# Your task
Write out, as an exact transcription, the line that has "middle dip: (374, 178)" and each line after it through the end of the data below.

(Human keypoint data)
=== Begin Enclosure ===
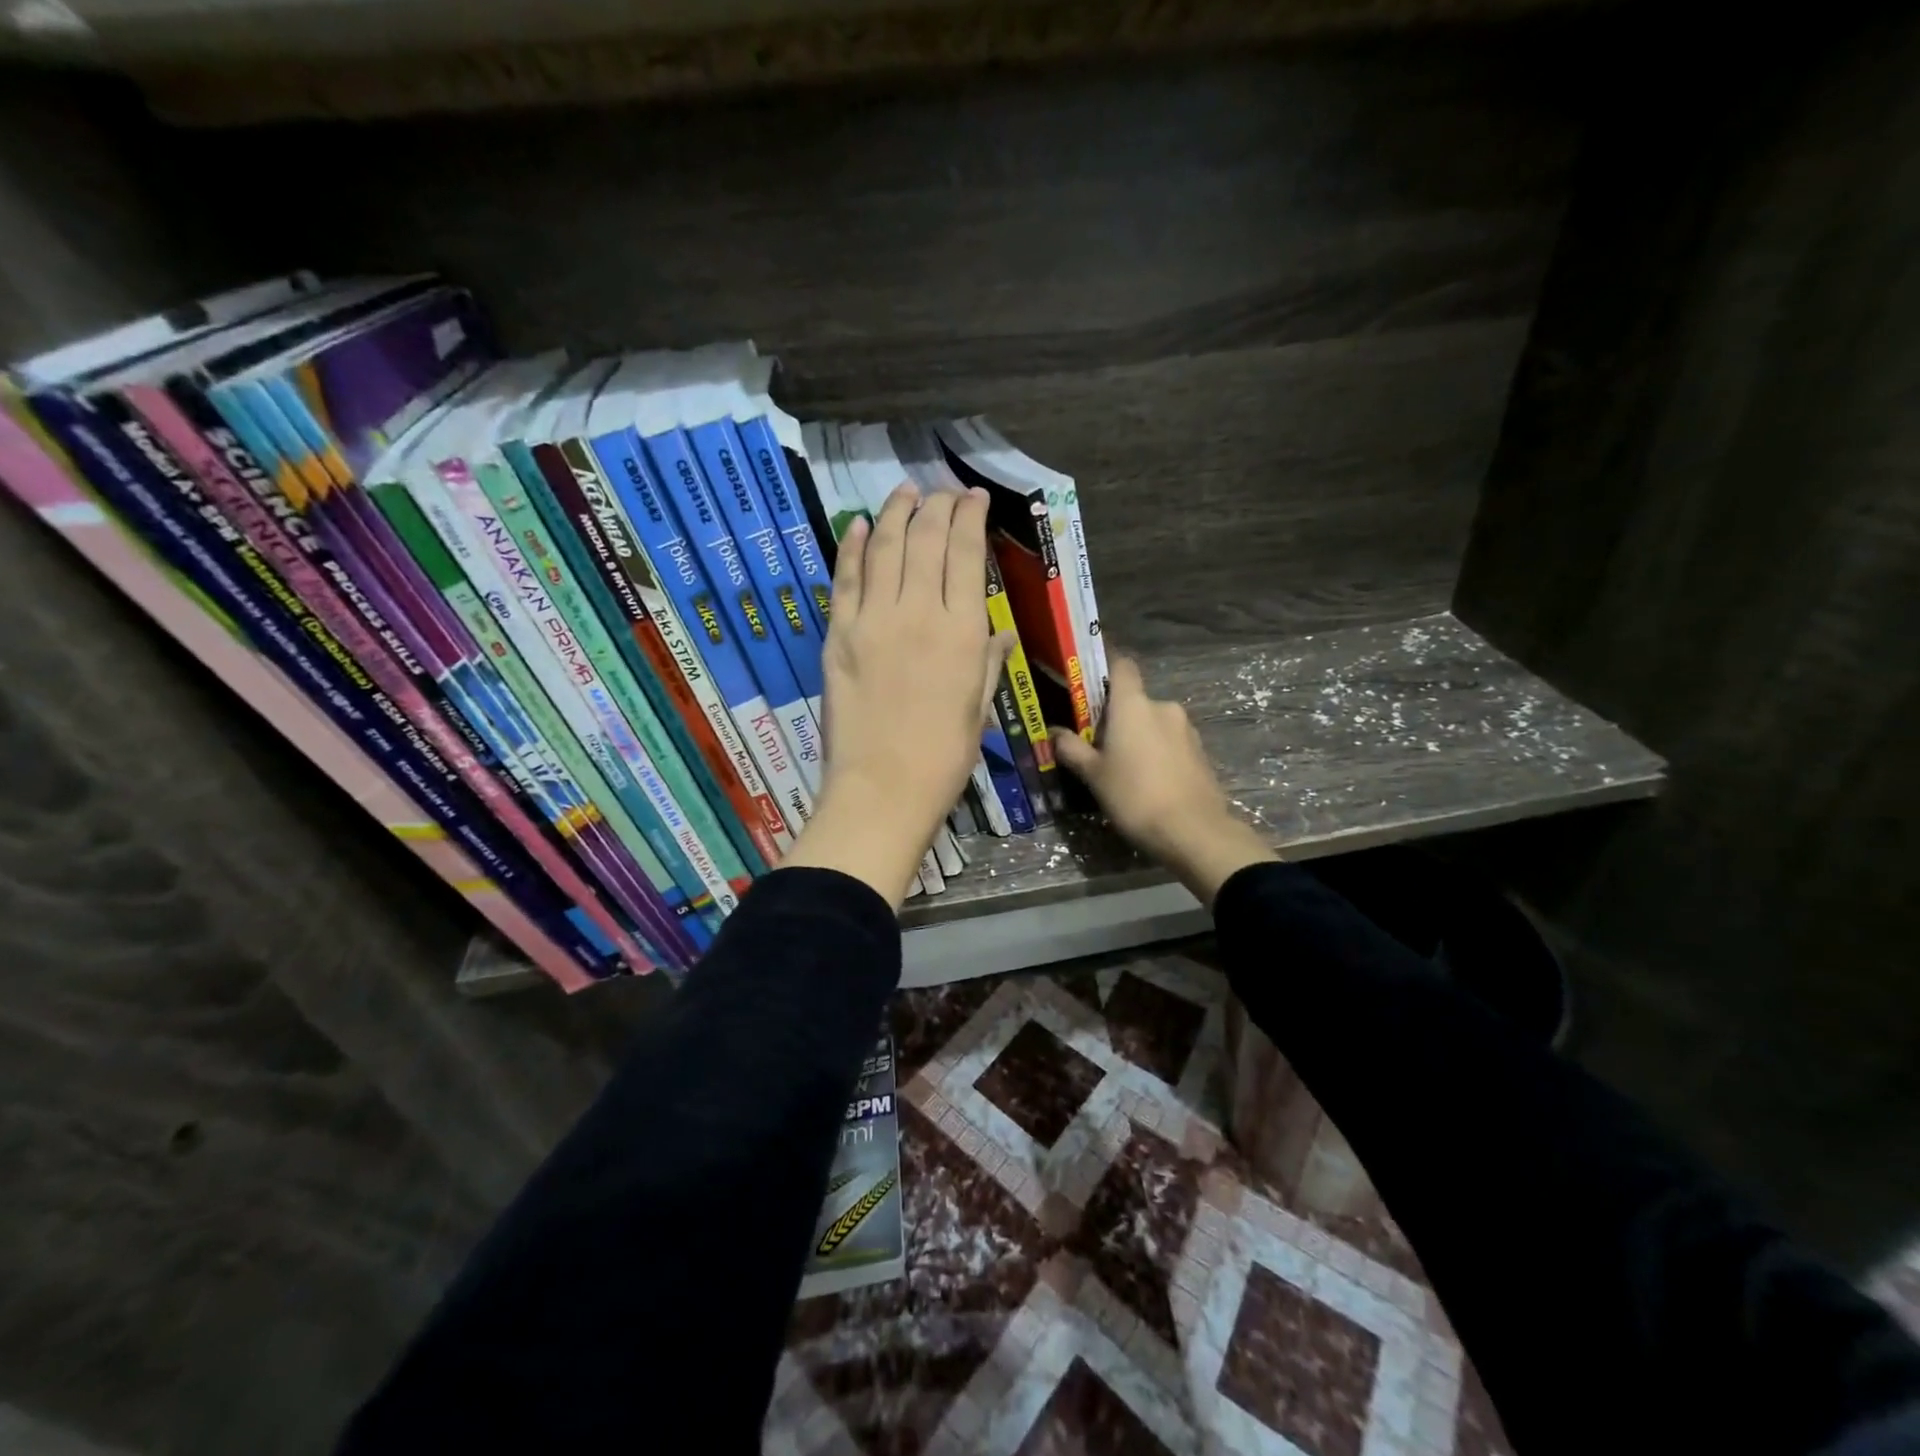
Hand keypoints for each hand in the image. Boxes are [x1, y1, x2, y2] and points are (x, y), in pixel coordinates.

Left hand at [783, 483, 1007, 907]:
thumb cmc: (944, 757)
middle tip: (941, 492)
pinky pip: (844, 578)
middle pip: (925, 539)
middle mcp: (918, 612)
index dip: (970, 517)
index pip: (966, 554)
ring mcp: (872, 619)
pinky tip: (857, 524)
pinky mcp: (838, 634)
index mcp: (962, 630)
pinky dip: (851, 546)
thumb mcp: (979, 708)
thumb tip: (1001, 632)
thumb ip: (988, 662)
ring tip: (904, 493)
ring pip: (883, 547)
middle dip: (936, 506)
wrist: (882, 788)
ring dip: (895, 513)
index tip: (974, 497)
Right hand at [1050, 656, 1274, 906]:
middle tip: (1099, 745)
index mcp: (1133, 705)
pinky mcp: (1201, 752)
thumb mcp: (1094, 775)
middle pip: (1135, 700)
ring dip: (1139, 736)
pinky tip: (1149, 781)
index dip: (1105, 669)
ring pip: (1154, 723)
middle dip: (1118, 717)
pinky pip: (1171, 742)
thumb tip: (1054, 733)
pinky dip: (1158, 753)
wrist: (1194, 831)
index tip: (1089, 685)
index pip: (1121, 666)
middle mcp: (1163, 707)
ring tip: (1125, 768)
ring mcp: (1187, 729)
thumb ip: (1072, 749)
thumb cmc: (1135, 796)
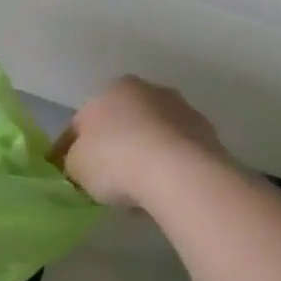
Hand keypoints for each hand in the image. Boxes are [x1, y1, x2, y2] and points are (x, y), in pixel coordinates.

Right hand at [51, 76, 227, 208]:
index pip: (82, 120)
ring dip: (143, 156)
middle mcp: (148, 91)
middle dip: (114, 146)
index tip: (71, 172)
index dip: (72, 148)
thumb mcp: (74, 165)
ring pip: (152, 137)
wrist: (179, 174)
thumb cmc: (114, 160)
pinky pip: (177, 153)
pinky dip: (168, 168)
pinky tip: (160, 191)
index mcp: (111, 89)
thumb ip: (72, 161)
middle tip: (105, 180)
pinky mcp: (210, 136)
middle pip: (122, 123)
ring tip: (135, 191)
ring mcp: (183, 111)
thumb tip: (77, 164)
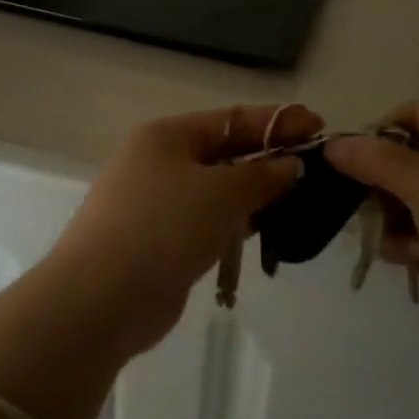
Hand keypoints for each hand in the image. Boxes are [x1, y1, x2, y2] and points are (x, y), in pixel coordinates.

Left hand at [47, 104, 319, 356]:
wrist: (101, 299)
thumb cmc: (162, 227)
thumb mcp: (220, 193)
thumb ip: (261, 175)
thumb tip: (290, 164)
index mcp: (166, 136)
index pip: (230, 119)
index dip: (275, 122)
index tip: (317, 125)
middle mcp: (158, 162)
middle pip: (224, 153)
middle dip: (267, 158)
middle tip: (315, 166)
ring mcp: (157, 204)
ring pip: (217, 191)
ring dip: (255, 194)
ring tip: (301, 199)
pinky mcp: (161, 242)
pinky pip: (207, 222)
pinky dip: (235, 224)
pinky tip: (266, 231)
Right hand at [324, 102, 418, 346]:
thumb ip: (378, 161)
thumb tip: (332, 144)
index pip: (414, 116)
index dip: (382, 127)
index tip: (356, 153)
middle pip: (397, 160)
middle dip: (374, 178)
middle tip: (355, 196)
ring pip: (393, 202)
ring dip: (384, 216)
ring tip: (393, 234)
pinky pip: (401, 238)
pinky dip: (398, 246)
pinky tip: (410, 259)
=== End Enclosure ===
# Answer space
middle dip: (374, 178)
middle tip: (355, 196)
ring pip: (393, 202)
ring dip: (384, 216)
ring tip: (393, 234)
pinky pip: (401, 238)
pinky dip: (398, 246)
pinky tip: (410, 259)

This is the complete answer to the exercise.